──────── INFORMATION SHOWN ────────

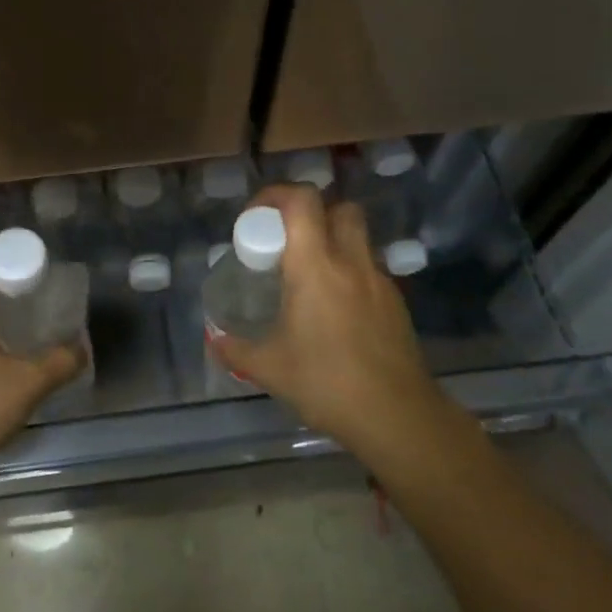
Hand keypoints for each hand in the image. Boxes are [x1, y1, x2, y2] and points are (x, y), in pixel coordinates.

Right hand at [209, 184, 439, 453]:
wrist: (396, 416)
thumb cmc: (326, 383)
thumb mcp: (269, 368)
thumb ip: (236, 349)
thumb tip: (215, 339)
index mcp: (315, 266)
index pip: (302, 201)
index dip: (276, 194)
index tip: (256, 216)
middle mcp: (351, 262)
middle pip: (339, 208)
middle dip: (312, 213)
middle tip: (288, 241)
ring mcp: (379, 281)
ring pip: (359, 238)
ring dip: (334, 241)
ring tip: (310, 276)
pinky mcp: (396, 303)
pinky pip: (370, 270)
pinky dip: (350, 273)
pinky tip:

────────

The required output is a copy of each line in the records where the string "thumb" occurs.

• _EXERCISE SOLUTION_:
thumb cmc: (326, 383)
thumb mcp: (269, 368)
thumb ip: (236, 349)
thumb tip: (215, 339)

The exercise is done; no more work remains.